WHAT YOU NEED TO DO: Line for line, the listing below is to be transcribed exactly.

EXCERPTED RECORDS:
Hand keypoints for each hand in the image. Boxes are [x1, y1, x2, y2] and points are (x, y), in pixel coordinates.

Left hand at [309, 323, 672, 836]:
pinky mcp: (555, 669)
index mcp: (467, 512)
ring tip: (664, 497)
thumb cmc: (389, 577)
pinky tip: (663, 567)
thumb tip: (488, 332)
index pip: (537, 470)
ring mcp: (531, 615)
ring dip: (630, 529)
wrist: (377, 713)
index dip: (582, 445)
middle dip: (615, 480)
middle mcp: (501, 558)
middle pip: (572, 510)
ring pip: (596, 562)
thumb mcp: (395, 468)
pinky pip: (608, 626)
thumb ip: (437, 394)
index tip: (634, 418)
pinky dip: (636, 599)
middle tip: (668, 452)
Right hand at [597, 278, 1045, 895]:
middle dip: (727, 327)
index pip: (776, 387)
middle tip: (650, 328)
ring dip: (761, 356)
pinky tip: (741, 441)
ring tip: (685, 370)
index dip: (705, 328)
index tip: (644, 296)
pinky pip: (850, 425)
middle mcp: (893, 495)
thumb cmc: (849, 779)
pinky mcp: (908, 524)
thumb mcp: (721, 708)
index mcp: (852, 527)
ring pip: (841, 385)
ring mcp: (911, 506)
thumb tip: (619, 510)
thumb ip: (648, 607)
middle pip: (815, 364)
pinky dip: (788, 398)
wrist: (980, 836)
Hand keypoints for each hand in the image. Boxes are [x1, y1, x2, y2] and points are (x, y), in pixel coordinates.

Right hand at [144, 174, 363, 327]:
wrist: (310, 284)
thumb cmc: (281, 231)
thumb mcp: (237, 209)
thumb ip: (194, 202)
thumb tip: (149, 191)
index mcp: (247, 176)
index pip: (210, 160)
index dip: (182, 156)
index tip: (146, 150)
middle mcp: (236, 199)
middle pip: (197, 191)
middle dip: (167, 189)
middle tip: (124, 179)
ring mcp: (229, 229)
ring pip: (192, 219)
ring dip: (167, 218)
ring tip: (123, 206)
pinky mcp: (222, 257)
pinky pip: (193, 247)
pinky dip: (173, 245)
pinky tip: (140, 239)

ANSWER BELOW:
Hand keypoints for each hand in the image. Boxes are [x1, y1, x2, y2] and points are (x, y), in pixel coordinates.

Left hand at [309, 323, 672, 836]:
pinky mcp: (555, 669)
index mcp: (467, 512)
ring tip: (664, 497)
thumb cmc: (389, 577)
pinky tip: (663, 567)
thumb tip: (488, 332)
index pip: (537, 470)
ring mcp: (531, 615)
ring dip: (630, 529)
wrist: (377, 713)
index dip: (582, 445)
middle dip: (615, 480)
middle mcp: (501, 558)
middle pip: (572, 510)
ring pip: (596, 562)
thumb mcp: (395, 468)
pinky pip: (608, 626)
thumb ip: (437, 394)
index tip: (634, 418)
pinky dip: (636, 599)
middle tip: (668, 452)
Right hand at [597, 278, 1045, 895]:
middle dip: (727, 327)
index pip: (776, 387)
middle tip: (650, 328)
ring dip: (761, 356)
pinky tip: (741, 441)
ring tip: (685, 370)
index dip: (705, 328)
index tip: (644, 296)
pinky pip: (850, 425)
middle mcp: (893, 495)
thumb cmc: (849, 779)
pinky mcp: (908, 524)
thumb mcp: (721, 708)
index mcp: (852, 527)
ring pip: (841, 385)
ring mcp: (911, 506)
thumb tip: (619, 510)
thumb ip: (648, 607)
middle pip: (815, 364)
pinky dip: (788, 398)
wrist: (980, 836)
Hand keypoints for each hand in the image. Boxes are [x1, y1, x2, y2] and points are (x, y), in pixel coordinates.

Right hand at [144, 174, 363, 327]:
wrist: (310, 284)
thumb cmc: (281, 231)
thumb mcp: (237, 209)
thumb ip: (194, 202)
thumb tip: (149, 191)
index mcp: (247, 176)
index pip: (210, 160)
index dip: (182, 156)
index tip: (146, 150)
middle mcp: (236, 199)
middle pip: (197, 191)
middle dip: (167, 189)
middle tip: (124, 179)
ring mcp: (229, 229)
ring pip: (192, 219)
ring dip: (167, 218)
ring tip: (123, 206)
pinky mcp: (222, 257)
pinky pip: (193, 247)
pinky dip: (173, 245)
pinky tip: (140, 239)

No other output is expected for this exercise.